[INPUT MATERIAL — start]

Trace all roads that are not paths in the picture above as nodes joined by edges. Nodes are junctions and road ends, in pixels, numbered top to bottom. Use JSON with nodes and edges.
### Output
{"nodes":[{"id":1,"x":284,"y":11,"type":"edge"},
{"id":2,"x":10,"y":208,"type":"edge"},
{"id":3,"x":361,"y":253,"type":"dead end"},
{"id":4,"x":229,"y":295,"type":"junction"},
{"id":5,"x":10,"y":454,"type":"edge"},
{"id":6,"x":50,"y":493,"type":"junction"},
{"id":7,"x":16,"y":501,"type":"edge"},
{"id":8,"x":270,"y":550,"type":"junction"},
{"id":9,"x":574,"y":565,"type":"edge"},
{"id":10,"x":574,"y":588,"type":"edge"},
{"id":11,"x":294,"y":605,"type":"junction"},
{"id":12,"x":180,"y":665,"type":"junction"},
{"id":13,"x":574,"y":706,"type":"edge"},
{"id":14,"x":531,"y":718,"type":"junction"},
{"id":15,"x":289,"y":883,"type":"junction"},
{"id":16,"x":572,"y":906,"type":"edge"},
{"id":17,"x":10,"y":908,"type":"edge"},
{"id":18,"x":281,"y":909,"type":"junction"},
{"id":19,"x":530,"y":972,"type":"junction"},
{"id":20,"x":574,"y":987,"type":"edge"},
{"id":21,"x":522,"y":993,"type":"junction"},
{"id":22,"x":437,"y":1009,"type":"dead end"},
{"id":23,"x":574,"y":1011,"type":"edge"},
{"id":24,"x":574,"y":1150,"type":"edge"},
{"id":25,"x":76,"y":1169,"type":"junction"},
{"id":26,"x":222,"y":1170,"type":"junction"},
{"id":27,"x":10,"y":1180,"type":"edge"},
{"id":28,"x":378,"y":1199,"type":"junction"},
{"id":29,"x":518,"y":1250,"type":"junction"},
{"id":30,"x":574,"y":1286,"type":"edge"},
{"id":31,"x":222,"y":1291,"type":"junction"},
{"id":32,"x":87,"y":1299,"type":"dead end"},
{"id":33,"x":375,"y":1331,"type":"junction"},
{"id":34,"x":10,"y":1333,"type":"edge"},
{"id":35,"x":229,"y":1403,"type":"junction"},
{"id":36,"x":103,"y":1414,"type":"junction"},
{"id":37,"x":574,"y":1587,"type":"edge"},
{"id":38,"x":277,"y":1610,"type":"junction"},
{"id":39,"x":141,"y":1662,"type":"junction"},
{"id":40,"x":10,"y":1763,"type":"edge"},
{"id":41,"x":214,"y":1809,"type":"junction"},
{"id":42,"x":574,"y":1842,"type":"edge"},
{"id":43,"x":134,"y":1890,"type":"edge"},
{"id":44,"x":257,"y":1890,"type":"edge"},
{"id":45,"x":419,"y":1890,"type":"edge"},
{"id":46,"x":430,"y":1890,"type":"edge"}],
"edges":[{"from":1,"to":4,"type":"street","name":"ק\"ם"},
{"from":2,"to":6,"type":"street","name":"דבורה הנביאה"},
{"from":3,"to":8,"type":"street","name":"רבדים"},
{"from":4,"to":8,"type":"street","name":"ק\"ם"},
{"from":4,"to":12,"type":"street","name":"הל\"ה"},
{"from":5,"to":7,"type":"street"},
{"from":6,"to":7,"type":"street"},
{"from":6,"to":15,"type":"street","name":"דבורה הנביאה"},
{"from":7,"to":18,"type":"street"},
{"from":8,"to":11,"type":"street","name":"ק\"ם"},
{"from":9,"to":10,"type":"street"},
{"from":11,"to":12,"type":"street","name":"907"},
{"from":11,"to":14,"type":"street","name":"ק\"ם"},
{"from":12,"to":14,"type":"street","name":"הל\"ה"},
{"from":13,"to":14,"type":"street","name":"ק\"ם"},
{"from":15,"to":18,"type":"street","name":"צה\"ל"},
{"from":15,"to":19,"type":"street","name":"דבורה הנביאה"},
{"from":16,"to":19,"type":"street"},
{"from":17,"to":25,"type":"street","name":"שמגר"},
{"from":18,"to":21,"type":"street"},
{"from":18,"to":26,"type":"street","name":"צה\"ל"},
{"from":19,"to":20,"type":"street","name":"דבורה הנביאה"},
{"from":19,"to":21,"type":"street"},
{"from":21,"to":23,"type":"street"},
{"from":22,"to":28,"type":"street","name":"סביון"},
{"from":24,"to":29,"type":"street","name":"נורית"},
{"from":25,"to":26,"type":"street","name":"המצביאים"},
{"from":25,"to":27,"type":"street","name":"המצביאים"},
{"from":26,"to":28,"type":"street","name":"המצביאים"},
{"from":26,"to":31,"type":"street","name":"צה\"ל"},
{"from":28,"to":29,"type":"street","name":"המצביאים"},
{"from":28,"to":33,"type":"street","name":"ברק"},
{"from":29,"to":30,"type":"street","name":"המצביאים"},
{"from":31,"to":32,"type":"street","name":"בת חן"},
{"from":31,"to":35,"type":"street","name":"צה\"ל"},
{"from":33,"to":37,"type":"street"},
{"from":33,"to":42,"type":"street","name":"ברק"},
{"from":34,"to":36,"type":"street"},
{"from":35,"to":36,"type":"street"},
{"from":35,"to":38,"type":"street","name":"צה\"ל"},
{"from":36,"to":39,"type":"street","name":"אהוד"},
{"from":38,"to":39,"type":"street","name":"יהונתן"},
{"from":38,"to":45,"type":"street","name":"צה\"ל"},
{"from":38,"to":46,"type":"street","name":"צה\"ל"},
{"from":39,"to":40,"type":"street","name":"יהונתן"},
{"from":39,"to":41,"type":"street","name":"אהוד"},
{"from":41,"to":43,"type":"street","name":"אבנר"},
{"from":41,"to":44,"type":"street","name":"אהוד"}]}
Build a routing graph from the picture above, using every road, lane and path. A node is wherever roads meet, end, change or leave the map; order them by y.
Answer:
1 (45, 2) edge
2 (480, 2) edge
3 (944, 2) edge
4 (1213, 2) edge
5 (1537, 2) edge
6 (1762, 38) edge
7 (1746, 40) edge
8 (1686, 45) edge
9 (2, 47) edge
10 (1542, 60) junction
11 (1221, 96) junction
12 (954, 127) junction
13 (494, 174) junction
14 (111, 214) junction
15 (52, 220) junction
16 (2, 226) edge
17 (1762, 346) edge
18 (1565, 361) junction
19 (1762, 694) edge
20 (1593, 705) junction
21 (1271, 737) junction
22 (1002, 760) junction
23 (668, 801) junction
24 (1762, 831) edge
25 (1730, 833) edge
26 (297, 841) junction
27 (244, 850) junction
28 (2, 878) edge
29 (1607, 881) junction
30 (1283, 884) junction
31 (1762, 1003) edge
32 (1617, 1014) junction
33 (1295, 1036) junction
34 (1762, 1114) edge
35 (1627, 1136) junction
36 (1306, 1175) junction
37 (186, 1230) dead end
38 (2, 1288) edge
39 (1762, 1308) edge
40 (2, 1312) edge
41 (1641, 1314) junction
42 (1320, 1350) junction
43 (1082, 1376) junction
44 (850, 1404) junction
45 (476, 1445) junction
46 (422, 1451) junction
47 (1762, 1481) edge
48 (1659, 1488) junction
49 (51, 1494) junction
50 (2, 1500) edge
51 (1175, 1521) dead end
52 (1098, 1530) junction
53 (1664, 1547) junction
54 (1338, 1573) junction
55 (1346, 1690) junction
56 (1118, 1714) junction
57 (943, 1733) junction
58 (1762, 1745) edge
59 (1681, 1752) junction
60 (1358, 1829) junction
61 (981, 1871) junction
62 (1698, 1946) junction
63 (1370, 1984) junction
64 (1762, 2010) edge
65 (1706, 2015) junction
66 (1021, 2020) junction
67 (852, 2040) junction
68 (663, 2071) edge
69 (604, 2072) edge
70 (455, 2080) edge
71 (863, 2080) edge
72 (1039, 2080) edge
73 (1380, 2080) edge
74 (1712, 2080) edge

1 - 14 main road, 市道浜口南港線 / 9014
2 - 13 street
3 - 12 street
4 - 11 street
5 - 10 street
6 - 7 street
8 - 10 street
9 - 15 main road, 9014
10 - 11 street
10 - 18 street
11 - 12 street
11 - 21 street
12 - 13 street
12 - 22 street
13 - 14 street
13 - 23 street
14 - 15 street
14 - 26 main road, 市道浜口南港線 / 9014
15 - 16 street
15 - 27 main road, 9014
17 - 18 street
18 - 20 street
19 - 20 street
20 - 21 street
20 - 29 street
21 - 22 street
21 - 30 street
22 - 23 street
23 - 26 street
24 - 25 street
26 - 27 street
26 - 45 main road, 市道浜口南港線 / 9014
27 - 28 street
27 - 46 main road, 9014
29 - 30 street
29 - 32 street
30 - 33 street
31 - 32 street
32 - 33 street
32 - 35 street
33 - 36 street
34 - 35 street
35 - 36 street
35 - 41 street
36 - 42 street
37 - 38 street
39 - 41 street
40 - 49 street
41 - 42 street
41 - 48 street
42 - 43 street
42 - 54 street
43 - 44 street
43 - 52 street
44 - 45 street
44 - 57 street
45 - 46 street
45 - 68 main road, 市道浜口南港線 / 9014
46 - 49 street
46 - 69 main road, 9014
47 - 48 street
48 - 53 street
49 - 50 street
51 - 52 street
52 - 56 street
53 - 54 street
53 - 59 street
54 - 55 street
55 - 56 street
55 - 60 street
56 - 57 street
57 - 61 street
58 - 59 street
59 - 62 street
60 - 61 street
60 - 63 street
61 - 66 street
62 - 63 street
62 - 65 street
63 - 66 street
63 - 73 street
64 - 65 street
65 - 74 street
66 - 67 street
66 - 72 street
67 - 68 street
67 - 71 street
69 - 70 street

[INPUT MATERIAL — finish]

## EXERCISE DESCRIPTION:
Within the entries, count the lines that contain the word "above". Give that number and no more.

## EXPECTED ANSWER:
2